(Source data)
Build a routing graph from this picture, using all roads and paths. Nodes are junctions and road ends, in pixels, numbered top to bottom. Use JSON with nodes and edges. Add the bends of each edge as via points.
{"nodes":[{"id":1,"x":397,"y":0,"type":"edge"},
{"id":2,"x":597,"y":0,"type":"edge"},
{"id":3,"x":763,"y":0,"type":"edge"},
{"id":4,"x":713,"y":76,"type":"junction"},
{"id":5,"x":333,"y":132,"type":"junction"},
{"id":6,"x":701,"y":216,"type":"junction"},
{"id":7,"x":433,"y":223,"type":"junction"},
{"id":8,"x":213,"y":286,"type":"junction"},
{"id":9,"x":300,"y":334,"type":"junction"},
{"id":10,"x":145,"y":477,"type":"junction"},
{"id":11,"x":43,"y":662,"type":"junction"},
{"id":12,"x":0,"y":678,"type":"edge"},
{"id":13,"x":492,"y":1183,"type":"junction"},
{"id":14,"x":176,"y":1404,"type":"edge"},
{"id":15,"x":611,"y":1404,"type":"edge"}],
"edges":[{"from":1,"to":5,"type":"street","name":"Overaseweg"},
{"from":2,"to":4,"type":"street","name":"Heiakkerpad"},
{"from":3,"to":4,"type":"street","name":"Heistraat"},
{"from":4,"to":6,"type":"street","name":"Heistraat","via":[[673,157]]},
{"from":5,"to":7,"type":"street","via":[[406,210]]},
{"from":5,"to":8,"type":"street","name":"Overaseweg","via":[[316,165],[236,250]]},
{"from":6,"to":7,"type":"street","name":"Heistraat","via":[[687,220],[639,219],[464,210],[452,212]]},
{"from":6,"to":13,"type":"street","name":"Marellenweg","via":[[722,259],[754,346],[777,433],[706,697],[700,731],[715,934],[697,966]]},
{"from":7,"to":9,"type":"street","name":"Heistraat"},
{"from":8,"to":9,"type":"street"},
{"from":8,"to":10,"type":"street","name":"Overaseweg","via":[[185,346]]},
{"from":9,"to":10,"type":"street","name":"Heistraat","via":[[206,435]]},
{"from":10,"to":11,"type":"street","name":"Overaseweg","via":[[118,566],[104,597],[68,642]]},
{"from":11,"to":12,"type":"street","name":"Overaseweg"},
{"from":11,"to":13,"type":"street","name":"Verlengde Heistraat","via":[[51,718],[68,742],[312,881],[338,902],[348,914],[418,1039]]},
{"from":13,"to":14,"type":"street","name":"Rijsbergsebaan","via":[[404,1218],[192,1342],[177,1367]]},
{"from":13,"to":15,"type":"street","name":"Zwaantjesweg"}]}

[Directions for this task]
Return all of the data above, keeping every line exactly as it appears.

[Finished task]
Build a routing graph from this picture, using all roads and paths. Nodes are junctions and road ends, in pixels, numbered top to bottom. Use JSON with nodes and edges. Add the bends of each edge as via points.
{"nodes":[{"id":1,"x":397,"y":0,"type":"edge"},
{"id":2,"x":597,"y":0,"type":"edge"},
{"id":3,"x":763,"y":0,"type":"edge"},
{"id":4,"x":713,"y":76,"type":"junction"},
{"id":5,"x":333,"y":132,"type":"junction"},
{"id":6,"x":701,"y":216,"type":"junction"},
{"id":7,"x":433,"y":223,"type":"junction"},
{"id":8,"x":213,"y":286,"type":"junction"},
{"id":9,"x":300,"y":334,"type":"junction"},
{"id":10,"x":145,"y":477,"type":"junction"},
{"id":11,"x":43,"y":662,"type":"junction"},
{"id":12,"x":0,"y":678,"type":"edge"},
{"id":13,"x":492,"y":1183,"type":"junction"},
{"id":14,"x":176,"y":1404,"type":"edge"},
{"id":15,"x":611,"y":1404,"type":"edge"}],
"edges":[{"from":1,"to":5,"type":"street","name":"Overaseweg"},
{"from":2,"to":4,"type":"street","name":"Heiakkerpad"},
{"from":3,"to":4,"type":"street","name":"Heistraat"},
{"from":4,"to":6,"type":"street","name":"Heistraat","via":[[673,157]]},
{"from":5,"to":7,"type":"street","via":[[406,210]]},
{"from":5,"to":8,"type":"street","name":"Overaseweg","via":[[316,165],[236,250]]},
{"from":6,"to":7,"type":"street","name":"Heistraat","via":[[687,220],[639,219],[464,210],[452,212]]},
{"from":6,"to":13,"type":"street","name":"Marellenweg","via":[[722,259],[754,346],[777,433],[706,697],[700,731],[715,934],[697,966]]},
{"from":7,"to":9,"type":"street","name":"Heistraat"},
{"from":8,"to":9,"type":"street"},
{"from":8,"to":10,"type":"street","name":"Overaseweg","via":[[185,346]]},
{"from":9,"to":10,"type":"street","name":"Heistraat","via":[[206,435]]},
{"from":10,"to":11,"type":"street","name":"Overaseweg","via":[[118,566],[104,597],[68,642]]},
{"from":11,"to":12,"type":"street","name":"Overaseweg"},
{"from":11,"to":13,"type":"street","name":"Verlengde Heistraat","via":[[51,718],[68,742],[312,881],[338,902],[348,914],[418,1039]]},
{"from":13,"to":14,"type":"street","name":"Rijsbergsebaan","via":[[404,1218],[192,1342],[177,1367]]},
{"from":13,"to":15,"type":"street","name":"Zwaantjesweg"}]}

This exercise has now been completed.